**What you are asked to do**: Every entry below has to appear again in your reply, word for word, but no picture may.

+++ Data for this exercise +++

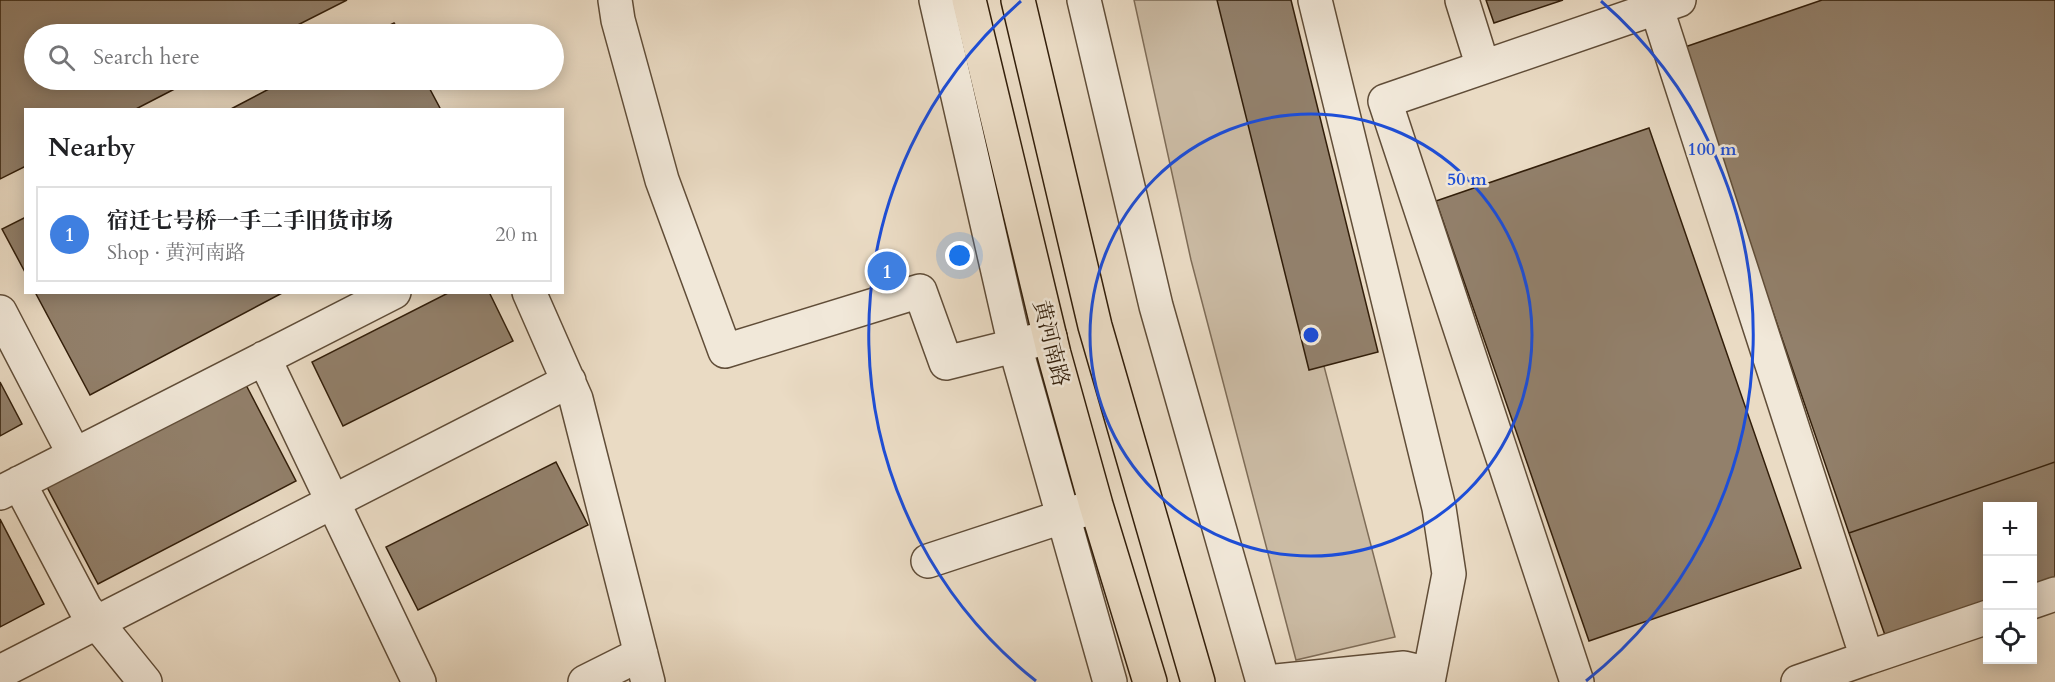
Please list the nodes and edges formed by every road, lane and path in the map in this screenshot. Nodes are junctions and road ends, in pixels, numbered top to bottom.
1 (615, 0) edge
2 (936, 0) edge
3 (969, 0) edge
4 (1018, 0) edge
5 (1084, 0) edge
6 (1315, 0) edge
7 (1462, 0) edge
8 (1663, 3) edge
9 (1483, 67) junction
10 (390, 294) edge
11 (530, 294) edge
12 (0, 312) edge
13 (1050, 337) junction
14 (1015, 346) junction
15 (264, 358) junction
16 (569, 381) junction
17 (74, 454) junction
18 (9, 488) edge
19 (333, 501) junction
20 (1096, 505) junction
21 (1064, 516) junction
22 (928, 561) dead end
23 (2055, 594) edge
24 (2037, 600) edge
25 (1983, 619) edge
26 (97, 622) junction
27 (1867, 658) junction
28 (644, 668) edge
29 (0, 672) edge
30 (145, 682) edge
31 (419, 682) edge
32 (585, 682) edge
33 (1110, 682) edge
34 (1150, 682) edge
35 (1198, 682) edge
36 (1264, 682) edge
37 (1428, 682) edge
38 (1577, 682) edge
39 (1798, 682) edge

1 - 14 street
2 - 14 street
3 - 13 main road, 黄河南路
4 - 35 main road, 黄河南路
5 - 36 street
6 - 37 street
7 - 9 street
8 - 9 street
8 - 27 street
9 - 38 street
10 - 15 street
11 - 16 street
12 - 17 street
13 - 14 street
13 - 20 main road, 黄河南路
14 - 21 street
15 - 17 street
15 - 19 street
16 - 19 street
16 - 28 street
17 - 18 street
18 - 26 street
19 - 26 street
19 - 31 street
20 - 21 street
20 - 34 main road, 黄河南路
21 - 22 street
21 - 33 street
23 - 24 street
25 - 27 street
26 - 29 street
26 - 30 street
27 - 39 street
28 - 32 street
36 - 37 street

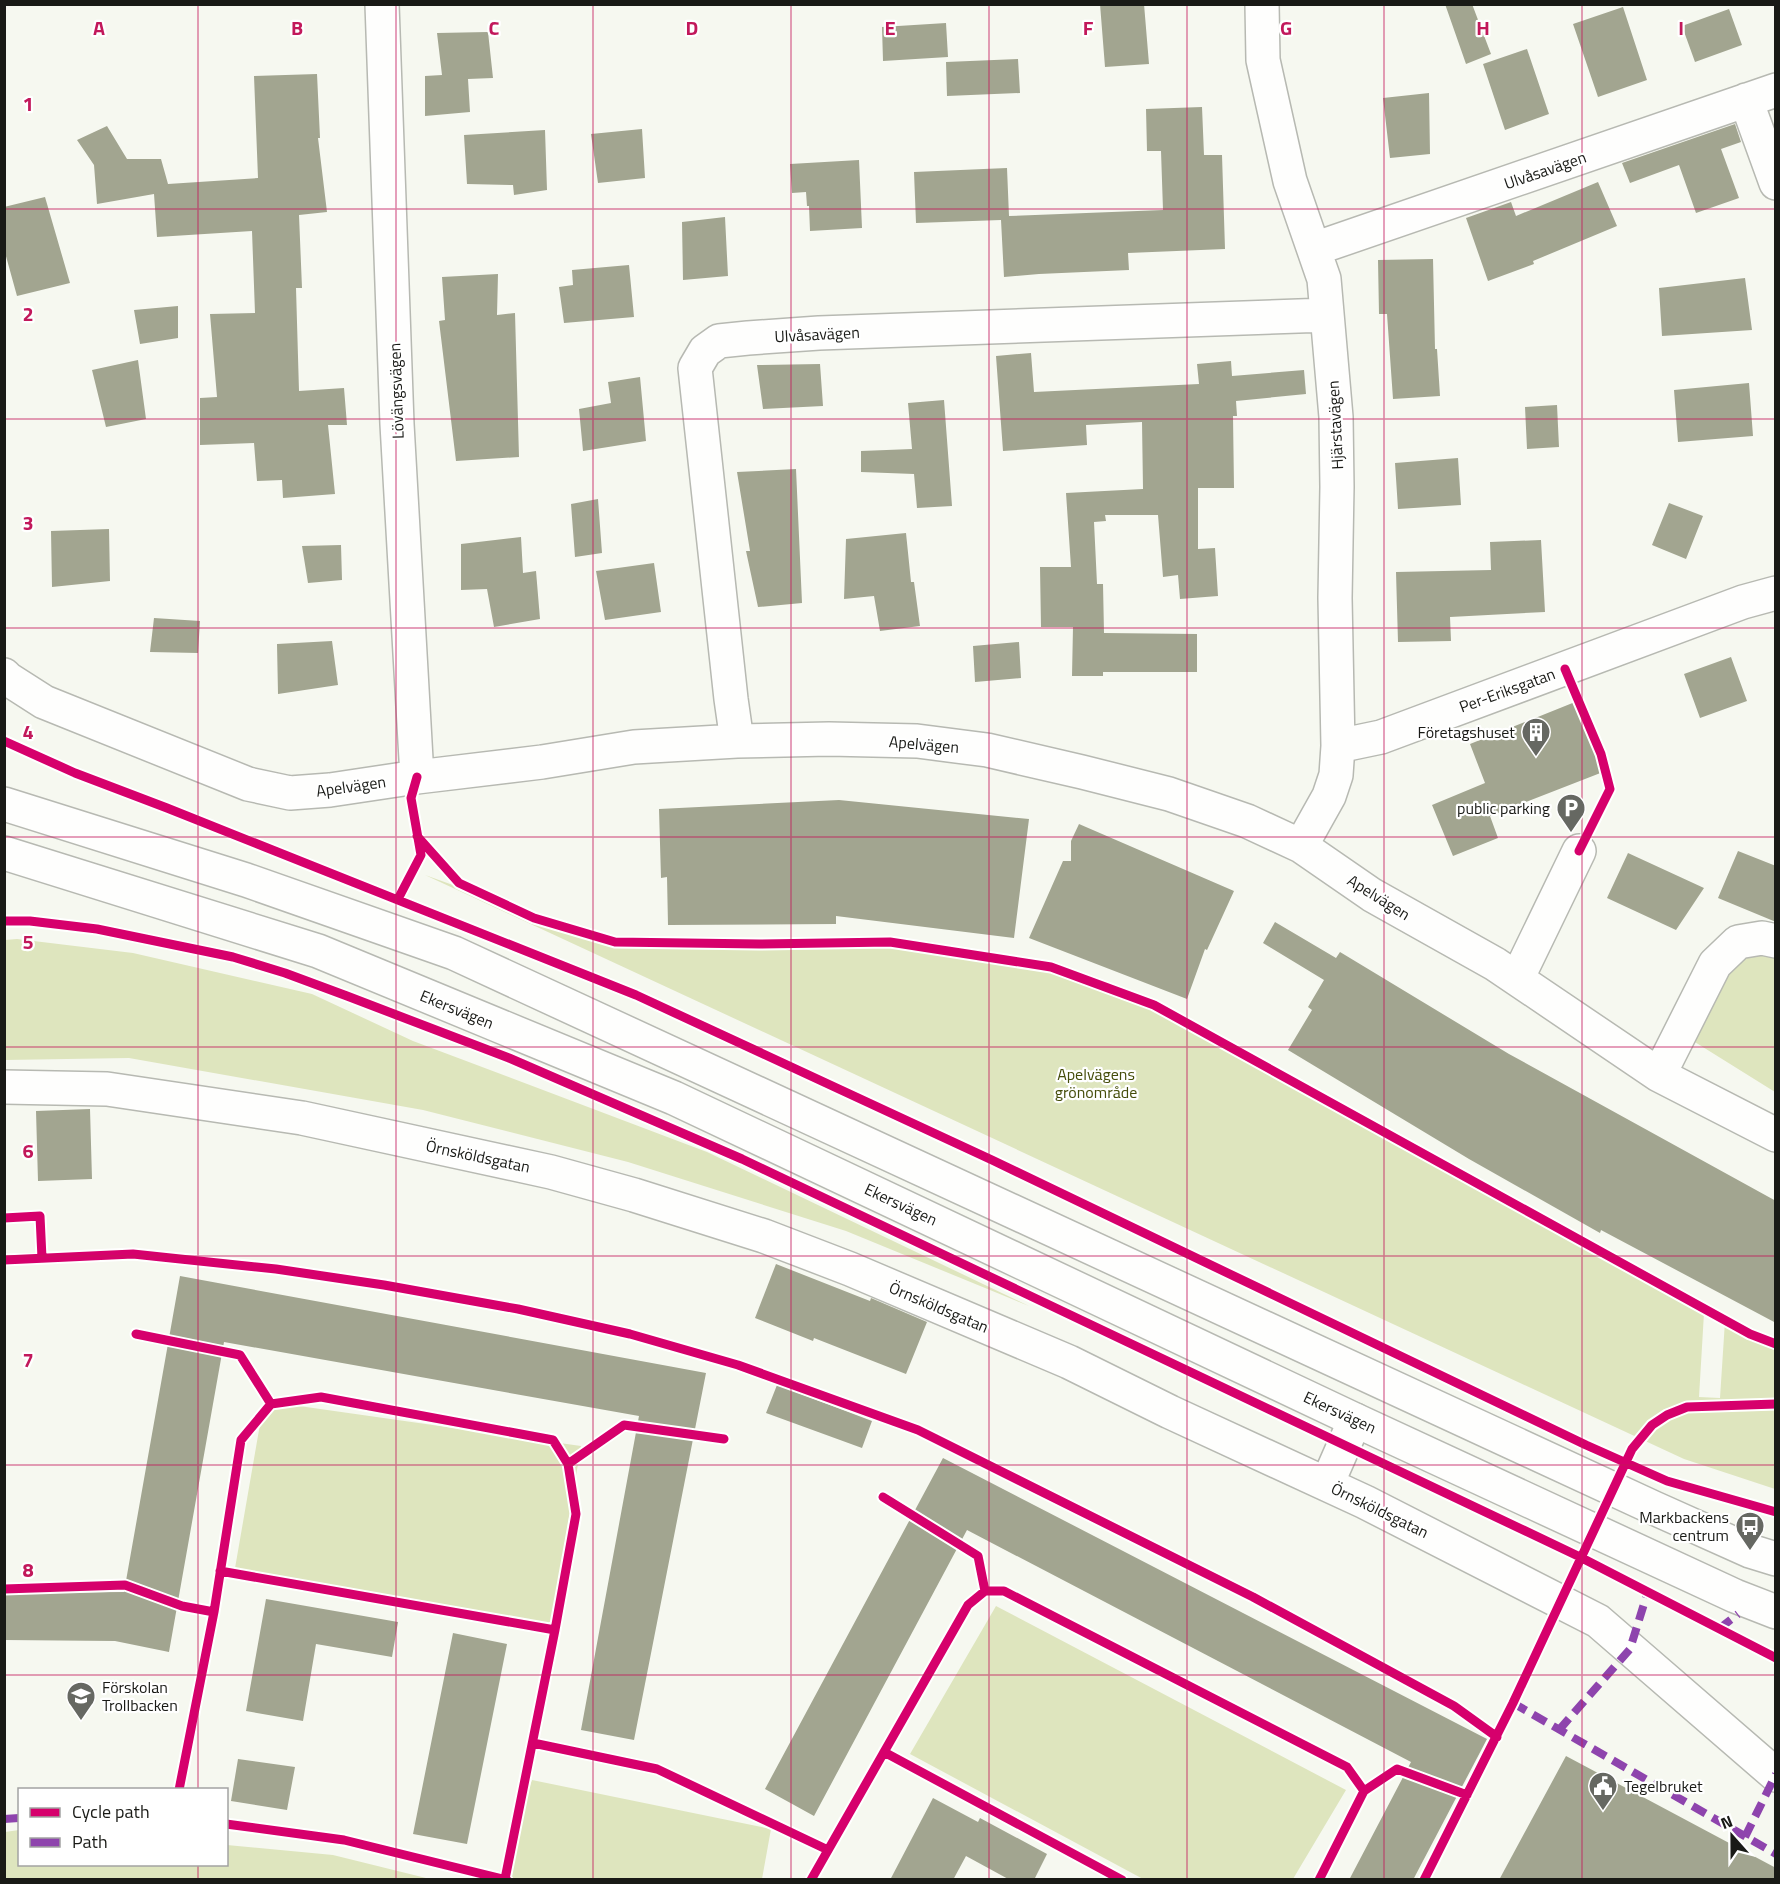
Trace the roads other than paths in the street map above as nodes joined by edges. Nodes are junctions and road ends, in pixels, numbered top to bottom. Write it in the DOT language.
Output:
graph roads {
  1 [pos="382,4"];
  2 [pos="1262,4"];
  3 [pos="1761,95"];
  4 [pos="1776,183"];
  5 [pos="1314,249"];
  6 [pos="1327,315"];
  7 [pos="1776,592"];
  8 [pos="4,675"];
  9 [pos="737,741"];
  10 [pos="1338,746"];
  11 [pos="417,777"];
  12 [pos="4,804"];
  13 [pos="1301,846"];
  14 [pos="1579,851"];
  15 [pos="4,853"];
  16 [pos="1776,941"];
  17 [pos="1517,979"];
  18 [pos="1659,1075"];
  19 [pos="4,1087"];
  20 [pos="1774,1129"];
  21 [pos="1375,1380"];
  22 [pos="1355,1420"];
  23 [pos="1327,1484"];
  24 [pos="1776,1559"];
  25 [pos="1776,1612"];
  26 [pos="1776,1775"];
  1 -- 11 [label="street, Lövängsvägen"];
  2 -- 5 [label="street, Hjärstavägen"];
  3 -- 4 [label="street"];
  3 -- 5 [label="street, Ulvåsavägen"];
  5 -- 6 [label="street, Hjärstavägen"];
  6 -- 9 [label="street, Ulvåsavägen"];
  6 -- 10 [label="street, Hjärstavägen"];
  7 -- 10 [label="street, Per-Eriksgatan"];
  8 -- 11 [label="street, Apelvägen"];
  9 -- 11 [label="street, Apelvägen"];
  9 -- 13 [label="street, Apelvägen"];
  10 -- 13 [label="street, Hjärstavägen"];
  12 -- 21 [label="street"];
  13 -- 17 [label="street, Apelvägen"];
  14 -- 17 [label="street"];
  15 -- 22 [label="street, Ekersvägen"];
  16 -- 18 [label="street"];
  17 -- 18 [label="street, Apelvägen"];
  18 -- 20 [label="street, Apelvägen"];
  19 -- 23 [label="street, Örnsköldsgatan"];
  21 -- 22 [label="street"];
  21 -- 24 [label="street"];
  22 -- 23 [label="street"];
  22 -- 25 [label="street, Ekersvägen"];
  23 -- 26 [label="street, Örnsköldsgatan"];
}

+++

**Answer to this task**:
Please list the nodes and edges formed by every road, lane and path in the map in this screenshot. Nodes are junctions and road ends, in pixels, numbered top to bottom.
1 (615, 0) edge
2 (936, 0) edge
3 (969, 0) edge
4 (1018, 0) edge
5 (1084, 0) edge
6 (1315, 0) edge
7 (1462, 0) edge
8 (1663, 3) edge
9 (1483, 67) junction
10 (390, 294) edge
11 (530, 294) edge
12 (0, 312) edge
13 (1050, 337) junction
14 (1015, 346) junction
15 (264, 358) junction
16 (569, 381) junction
17 (74, 454) junction
18 (9, 488) edge
19 (333, 501) junction
20 (1096, 505) junction
21 (1064, 516) junction
22 (928, 561) dead end
23 (2055, 594) edge
24 (2037, 600) edge
25 (1983, 619) edge
26 (97, 622) junction
27 (1867, 658) junction
28 (644, 668) edge
29 (0, 672) edge
30 (145, 682) edge
31 (419, 682) edge
32 (585, 682) edge
33 (1110, 682) edge
34 (1150, 682) edge
35 (1198, 682) edge
36 (1264, 682) edge
37 (1428, 682) edge
38 (1577, 682) edge
39 (1798, 682) edge

1 - 14 street
2 - 14 street
3 - 13 main road, 黄河南路
4 - 35 main road, 黄河南路
5 - 36 street
6 - 37 street
7 - 9 street
8 - 9 street
8 - 27 street
9 - 38 street
10 - 15 street
11 - 16 street
12 - 17 street
13 - 14 street
13 - 20 main road, 黄河南路
14 - 21 street
15 - 17 street
15 - 19 street
16 - 19 street
16 - 28 street
17 - 18 street
18 - 26 street
19 - 26 street
19 - 31 street
20 - 21 street
20 - 34 main road, 黄河南路
21 - 22 street
21 - 33 street
23 - 24 street
25 - 27 street
26 - 29 street
26 - 30 street
27 - 39 street
28 - 32 street
36 - 37 street

Trace the roads other than paths in the street map above as nodes joined by edges. Nodes are junctions and road ends, in pixels, numbered top to bottom. Write it in the DOT language.
Output:
graph roads {
  1 [pos="382,4"];
  2 [pos="1262,4"];
  3 [pos="1761,95"];
  4 [pos="1776,183"];
  5 [pos="1314,249"];
  6 [pos="1327,315"];
  7 [pos="1776,592"];
  8 [pos="4,675"];
  9 [pos="737,741"];
  10 [pos="1338,746"];
  11 [pos="417,777"];
  12 [pos="4,804"];
  13 [pos="1301,846"];
  14 [pos="1579,851"];
  15 [pos="4,853"];
  16 [pos="1776,941"];
  17 [pos="1517,979"];
  18 [pos="1659,1075"];
  19 [pos="4,1087"];
  20 [pos="1774,1129"];
  21 [pos="1375,1380"];
  22 [pos="1355,1420"];
  23 [pos="1327,1484"];
  24 [pos="1776,1559"];
  25 [pos="1776,1612"];
  26 [pos="1776,1775"];
  1 -- 11 [label="street, Lövängsvägen"];
  2 -- 5 [label="street, Hjärstavägen"];
  3 -- 4 [label="street"];
  3 -- 5 [label="street, Ulvåsavägen"];
  5 -- 6 [label="street, Hjärstavägen"];
  6 -- 9 [label="street, Ulvåsavägen"];
  6 -- 10 [label="street, Hjärstavägen"];
  7 -- 10 [label="street, Per-Eriksgatan"];
  8 -- 11 [label="street, Apelvägen"];
  9 -- 11 [label="street, Apelvägen"];
  9 -- 13 [label="street, Apelvägen"];
  10 -- 13 [label="street, Hjärstavägen"];
  12 -- 21 [label="street"];
  13 -- 17 [label="street, Apelvägen"];
  14 -- 17 [label="street"];
  15 -- 22 [label="street, Ekersvägen"];
  16 -- 18 [label="street"];
  17 -- 18 [label="street, Apelvägen"];
  18 -- 20 [label="street, Apelvägen"];
  19 -- 23 [label="street, Örnsköldsgatan"];
  21 -- 22 [label="street"];
  21 -- 24 [label="street"];
  22 -- 23 [label="street"];
  22 -- 25 [label="street, Ekersvägen"];
  23 -- 26 [label="street, Örnsköldsgatan"];
}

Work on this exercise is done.